舉起燭台向著上方照去,見到許許多多的藤條交雜在一起,密密麻麻地將陽光完全遮擋住,不漏下丁點的光亮。
放下心來,林寒肩挎包裹,一手持劍、一手舉著燭台,小心翼翼地在亂石嶙峋的窄道上前行。
這會兒,真是慶幸手中有一燭台,勉強能夠看清怪石的方位,否則,若是摸黑前往,百分之百會崴了腳踝。
過了三裏左右的怪石小道,見到前方有一溶洞,溶洞裏麵怪石林立,大多數是山體在地下暗河流水的常年衝刷下形成的鍾乳石,便是溶洞頂端也掛著不少倒三角形的鋒利尖錐。
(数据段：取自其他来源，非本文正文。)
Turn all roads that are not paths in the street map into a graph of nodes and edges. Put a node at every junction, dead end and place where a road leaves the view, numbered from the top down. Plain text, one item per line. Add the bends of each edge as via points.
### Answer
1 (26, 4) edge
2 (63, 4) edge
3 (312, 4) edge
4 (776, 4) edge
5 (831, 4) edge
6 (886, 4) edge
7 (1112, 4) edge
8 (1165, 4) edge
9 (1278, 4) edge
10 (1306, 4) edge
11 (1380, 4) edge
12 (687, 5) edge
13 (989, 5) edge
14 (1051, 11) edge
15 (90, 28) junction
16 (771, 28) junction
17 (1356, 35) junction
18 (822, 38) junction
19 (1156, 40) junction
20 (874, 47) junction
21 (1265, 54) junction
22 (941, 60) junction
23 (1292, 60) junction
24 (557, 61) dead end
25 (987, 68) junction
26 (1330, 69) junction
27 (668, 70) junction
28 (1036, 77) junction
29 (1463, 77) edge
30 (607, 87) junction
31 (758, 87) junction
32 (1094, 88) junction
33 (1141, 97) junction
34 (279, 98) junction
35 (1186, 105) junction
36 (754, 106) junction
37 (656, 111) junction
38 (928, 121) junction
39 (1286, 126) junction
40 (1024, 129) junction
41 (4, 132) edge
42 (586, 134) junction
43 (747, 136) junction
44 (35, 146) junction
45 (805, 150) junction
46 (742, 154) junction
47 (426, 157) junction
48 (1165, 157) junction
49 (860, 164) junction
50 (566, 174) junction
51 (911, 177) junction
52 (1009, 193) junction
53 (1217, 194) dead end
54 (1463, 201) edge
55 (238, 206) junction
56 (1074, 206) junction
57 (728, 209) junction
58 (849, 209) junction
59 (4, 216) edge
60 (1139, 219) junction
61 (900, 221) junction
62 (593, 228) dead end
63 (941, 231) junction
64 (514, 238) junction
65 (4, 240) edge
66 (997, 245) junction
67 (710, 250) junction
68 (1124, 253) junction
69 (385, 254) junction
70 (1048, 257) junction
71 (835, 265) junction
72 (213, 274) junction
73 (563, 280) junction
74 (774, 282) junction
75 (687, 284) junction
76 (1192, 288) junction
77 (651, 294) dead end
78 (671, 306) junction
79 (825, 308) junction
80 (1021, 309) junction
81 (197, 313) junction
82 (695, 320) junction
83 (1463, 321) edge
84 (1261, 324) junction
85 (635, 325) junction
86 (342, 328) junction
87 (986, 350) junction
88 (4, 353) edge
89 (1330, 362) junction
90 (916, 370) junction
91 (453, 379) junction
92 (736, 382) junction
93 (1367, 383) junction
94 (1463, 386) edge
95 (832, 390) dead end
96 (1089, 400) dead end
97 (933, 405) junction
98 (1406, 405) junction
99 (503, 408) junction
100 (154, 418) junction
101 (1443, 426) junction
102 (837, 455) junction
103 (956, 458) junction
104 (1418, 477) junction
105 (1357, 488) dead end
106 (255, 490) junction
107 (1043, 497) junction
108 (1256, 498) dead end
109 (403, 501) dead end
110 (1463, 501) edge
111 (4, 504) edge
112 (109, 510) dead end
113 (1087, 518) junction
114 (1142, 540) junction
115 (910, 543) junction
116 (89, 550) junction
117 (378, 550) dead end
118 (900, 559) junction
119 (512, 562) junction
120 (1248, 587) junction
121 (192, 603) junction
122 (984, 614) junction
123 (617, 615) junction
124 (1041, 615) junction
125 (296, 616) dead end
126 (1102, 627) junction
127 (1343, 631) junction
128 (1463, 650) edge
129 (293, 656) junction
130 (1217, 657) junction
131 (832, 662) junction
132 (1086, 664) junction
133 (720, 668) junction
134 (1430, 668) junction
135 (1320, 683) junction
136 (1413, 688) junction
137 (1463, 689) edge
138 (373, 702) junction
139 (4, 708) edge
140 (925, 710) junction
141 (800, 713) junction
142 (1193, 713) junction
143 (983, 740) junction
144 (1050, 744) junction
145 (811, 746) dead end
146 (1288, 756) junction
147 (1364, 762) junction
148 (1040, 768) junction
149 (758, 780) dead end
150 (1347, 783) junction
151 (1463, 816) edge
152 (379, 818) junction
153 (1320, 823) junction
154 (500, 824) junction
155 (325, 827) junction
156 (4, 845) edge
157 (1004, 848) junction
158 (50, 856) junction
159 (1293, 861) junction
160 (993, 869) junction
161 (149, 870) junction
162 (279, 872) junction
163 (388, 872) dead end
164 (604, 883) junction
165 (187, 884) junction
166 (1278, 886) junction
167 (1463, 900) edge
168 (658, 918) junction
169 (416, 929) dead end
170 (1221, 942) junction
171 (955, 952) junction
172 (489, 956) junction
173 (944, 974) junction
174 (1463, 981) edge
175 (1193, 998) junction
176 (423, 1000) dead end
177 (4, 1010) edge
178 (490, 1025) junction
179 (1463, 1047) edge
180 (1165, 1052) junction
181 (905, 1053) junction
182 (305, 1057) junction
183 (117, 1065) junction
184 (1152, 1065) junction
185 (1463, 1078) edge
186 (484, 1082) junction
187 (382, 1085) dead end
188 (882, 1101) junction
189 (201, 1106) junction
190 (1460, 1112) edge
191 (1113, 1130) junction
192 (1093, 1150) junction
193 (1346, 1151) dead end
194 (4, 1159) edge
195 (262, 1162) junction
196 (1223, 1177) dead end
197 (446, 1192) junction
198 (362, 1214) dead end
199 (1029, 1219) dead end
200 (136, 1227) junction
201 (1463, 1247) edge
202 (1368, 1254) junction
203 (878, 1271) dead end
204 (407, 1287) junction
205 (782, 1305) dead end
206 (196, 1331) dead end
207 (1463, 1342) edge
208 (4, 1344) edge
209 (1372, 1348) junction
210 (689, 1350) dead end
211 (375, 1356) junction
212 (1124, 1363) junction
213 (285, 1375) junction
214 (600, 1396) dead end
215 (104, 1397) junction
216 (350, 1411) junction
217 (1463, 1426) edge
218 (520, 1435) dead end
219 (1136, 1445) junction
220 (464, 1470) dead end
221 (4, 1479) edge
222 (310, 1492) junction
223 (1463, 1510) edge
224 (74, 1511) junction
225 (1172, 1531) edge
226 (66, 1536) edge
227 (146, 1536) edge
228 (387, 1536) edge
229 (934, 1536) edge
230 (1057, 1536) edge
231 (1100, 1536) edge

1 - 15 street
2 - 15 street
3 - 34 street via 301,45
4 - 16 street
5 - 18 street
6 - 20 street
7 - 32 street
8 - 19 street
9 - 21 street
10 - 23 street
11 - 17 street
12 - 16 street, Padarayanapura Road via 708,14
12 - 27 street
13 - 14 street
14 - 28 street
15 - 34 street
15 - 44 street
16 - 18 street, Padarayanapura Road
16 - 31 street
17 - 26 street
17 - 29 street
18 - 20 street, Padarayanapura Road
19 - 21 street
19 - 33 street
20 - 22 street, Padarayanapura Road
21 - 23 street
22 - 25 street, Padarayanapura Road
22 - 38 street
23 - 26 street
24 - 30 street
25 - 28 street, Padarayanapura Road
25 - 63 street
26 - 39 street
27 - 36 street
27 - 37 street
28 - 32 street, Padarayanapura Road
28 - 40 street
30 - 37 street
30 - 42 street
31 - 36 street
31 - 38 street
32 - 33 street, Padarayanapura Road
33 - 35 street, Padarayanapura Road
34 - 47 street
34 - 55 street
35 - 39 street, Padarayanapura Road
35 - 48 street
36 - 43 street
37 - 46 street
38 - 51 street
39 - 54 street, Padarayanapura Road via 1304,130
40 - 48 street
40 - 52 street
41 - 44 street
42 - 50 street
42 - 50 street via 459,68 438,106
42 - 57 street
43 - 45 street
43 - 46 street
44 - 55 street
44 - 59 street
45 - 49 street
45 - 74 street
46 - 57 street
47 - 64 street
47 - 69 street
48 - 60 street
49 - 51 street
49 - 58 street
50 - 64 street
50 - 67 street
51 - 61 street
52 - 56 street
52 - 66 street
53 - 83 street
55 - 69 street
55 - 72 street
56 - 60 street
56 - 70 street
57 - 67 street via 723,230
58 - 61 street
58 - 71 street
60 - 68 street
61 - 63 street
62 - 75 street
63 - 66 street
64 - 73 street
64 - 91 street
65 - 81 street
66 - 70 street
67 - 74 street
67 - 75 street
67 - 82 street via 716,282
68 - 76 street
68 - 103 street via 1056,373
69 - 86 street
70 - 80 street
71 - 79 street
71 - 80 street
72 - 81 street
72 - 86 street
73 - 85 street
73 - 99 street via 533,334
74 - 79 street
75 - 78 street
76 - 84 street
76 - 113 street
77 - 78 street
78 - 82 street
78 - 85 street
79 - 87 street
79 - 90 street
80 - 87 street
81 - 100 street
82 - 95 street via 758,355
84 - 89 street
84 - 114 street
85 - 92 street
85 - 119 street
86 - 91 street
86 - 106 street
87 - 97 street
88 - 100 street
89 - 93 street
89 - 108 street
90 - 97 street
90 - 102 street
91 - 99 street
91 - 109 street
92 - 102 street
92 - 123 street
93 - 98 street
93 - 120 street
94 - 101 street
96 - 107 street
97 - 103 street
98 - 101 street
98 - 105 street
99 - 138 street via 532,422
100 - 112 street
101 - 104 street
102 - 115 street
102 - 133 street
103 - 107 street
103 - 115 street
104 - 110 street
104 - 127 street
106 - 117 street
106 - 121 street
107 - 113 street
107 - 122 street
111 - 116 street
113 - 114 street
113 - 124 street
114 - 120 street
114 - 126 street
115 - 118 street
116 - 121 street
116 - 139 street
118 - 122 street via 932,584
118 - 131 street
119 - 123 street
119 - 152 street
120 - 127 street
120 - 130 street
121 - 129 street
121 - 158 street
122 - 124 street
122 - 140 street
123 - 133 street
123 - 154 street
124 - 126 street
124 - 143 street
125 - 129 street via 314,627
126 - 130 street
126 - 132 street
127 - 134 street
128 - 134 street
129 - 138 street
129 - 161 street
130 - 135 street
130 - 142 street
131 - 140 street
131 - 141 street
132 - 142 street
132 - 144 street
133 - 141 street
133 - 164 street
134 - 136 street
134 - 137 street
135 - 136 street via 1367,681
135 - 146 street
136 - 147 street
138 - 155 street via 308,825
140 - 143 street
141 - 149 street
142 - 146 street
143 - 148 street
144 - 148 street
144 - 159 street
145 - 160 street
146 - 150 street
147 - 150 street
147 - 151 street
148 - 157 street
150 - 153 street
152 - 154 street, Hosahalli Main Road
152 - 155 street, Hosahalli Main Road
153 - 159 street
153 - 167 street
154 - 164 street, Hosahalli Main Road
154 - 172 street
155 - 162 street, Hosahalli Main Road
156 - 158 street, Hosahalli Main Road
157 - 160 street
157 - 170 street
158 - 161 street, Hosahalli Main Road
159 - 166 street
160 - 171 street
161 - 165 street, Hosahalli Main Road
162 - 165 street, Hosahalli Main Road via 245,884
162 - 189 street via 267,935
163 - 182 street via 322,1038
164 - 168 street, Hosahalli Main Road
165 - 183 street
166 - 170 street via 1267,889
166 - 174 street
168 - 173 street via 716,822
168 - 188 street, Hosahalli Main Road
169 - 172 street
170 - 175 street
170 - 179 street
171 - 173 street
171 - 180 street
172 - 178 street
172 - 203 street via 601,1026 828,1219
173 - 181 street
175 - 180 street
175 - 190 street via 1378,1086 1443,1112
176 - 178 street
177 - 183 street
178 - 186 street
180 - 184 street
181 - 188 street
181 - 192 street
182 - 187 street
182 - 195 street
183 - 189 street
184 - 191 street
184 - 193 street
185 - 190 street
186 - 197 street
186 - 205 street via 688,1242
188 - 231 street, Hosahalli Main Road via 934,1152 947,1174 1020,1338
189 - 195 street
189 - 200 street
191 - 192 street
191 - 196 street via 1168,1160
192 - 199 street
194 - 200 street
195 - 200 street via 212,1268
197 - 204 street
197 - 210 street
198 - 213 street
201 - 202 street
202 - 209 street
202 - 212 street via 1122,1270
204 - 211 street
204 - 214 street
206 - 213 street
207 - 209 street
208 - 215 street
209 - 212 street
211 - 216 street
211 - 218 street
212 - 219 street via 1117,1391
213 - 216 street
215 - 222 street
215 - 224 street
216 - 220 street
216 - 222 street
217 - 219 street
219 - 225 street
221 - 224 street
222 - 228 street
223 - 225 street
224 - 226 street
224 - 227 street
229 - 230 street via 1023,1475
進入溶洞之中,林寒不敢有太大的動作,按照衝虛道人說的,此處已經荒廢了近五十年,誰知道頂端的尖錐石塊是否已經閃動,若是撲簌簌掉下一大堆來,他還真的沒有把握毫發無傷地扛過去。
走著、走著,林寒突然笑了,他倒是很想知道,當年的張真人是如何發現這麽一個地方的,難道是‘老小兒’的心性發作,要當一把‘老頑童’?想要來一次探險?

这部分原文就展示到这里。